There is intrigue, too, in the relationship that appears to have developed between Marvell and Nvidia this year. In March, Nvidia made a $2 billion investment in Marvell while sounding more interested in the latter’s optical expertise than its RAN smarts. Marvell, however, is a vendor of RAN silicon to both Samsung and Nokia, which has also secured a $1 billion investment from Nvidia and announced plans to develop GPU-compatible RAN products.
Then, in late May, came the following statement from Marvell CEO Matthew Murphy during a call with analysts about the latest financial results: “Marvell will enhance its existing Octeon basestation processors to work directly with Nvidia GPUs, integrating AI with wireless infrastructure on a single software-defined computing platform.”
“This will enable telecommunications operators to run both 5G and 6G radio workloads and high-performance AI applications concurrently on the same hardware,” he added. While the details are currently thin, it all implies Nvidia has seen the attractions of drawing on Marvell’s RAN expertise just as it has leaned on MediaTek in PCs.
Any general-purpose chips built to support multiple needs will always lag the performance of custom silicon designed for one thing, insist experts. Few are prepared to disagree. But investing exorbitant sums to develop ASICs for the RAN has become harder to justify when those chips have no audience beyond telcos. Last year, operators worldwide spent just $35 billion on RAN products, according to Omdia, a Light Reading sister company. The amount has fallen from $45 billion in 2022, and no one expects a recovery.

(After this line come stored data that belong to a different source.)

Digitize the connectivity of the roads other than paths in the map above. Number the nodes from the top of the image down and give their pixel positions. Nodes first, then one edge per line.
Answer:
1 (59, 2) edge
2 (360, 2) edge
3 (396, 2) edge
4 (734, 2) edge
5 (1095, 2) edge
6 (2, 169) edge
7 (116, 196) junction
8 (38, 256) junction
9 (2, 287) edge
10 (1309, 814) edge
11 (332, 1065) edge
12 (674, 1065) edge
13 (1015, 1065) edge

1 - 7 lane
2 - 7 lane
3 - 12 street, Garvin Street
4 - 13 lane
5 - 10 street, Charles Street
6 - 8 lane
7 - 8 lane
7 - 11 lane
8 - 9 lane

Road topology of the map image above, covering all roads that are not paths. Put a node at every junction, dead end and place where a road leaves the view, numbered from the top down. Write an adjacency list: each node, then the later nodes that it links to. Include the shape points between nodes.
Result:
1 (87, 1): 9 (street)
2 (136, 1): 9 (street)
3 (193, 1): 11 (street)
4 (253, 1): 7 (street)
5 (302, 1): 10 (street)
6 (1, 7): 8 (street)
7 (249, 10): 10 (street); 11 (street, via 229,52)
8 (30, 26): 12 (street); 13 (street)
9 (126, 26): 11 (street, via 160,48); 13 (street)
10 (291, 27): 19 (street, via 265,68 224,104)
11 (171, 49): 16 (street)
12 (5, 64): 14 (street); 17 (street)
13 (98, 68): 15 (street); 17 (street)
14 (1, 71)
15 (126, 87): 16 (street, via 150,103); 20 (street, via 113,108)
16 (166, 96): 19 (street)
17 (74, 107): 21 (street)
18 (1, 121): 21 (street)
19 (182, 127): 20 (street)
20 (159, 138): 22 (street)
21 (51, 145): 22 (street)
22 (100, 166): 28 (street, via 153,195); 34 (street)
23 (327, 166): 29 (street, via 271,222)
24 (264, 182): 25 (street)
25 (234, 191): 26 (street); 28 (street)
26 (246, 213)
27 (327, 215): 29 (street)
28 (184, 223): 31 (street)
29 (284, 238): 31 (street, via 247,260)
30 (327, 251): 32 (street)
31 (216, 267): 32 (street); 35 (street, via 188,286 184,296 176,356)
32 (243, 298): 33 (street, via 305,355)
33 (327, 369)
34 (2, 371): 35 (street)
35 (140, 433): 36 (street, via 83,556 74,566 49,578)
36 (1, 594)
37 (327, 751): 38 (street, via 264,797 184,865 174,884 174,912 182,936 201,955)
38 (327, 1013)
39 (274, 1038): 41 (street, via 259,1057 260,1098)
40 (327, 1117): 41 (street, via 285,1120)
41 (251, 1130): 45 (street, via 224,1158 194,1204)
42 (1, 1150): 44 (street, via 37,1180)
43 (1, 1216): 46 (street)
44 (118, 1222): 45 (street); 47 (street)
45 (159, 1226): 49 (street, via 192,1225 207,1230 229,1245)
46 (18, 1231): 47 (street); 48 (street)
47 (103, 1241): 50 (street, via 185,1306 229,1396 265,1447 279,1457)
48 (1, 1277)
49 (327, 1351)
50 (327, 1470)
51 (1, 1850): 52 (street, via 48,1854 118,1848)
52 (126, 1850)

Should ASIC development for the RAN become uneconomical, there is a scenario in which newer general-purpose chips can outperform the older custom silicon that is still in use. “The key consideration is not a single power number, but as RU functionality becomes more complex and increasingly AI-native, the economic trade-off shifts toward programmable platforms that can evolve with standards and flexible deployment models, rather than fixed designs optimized for a single configuration,” said Nvidia. In the absence of general-purpose silicon for the RU from Intel or anyone else, Nvidia might be the only choice there is.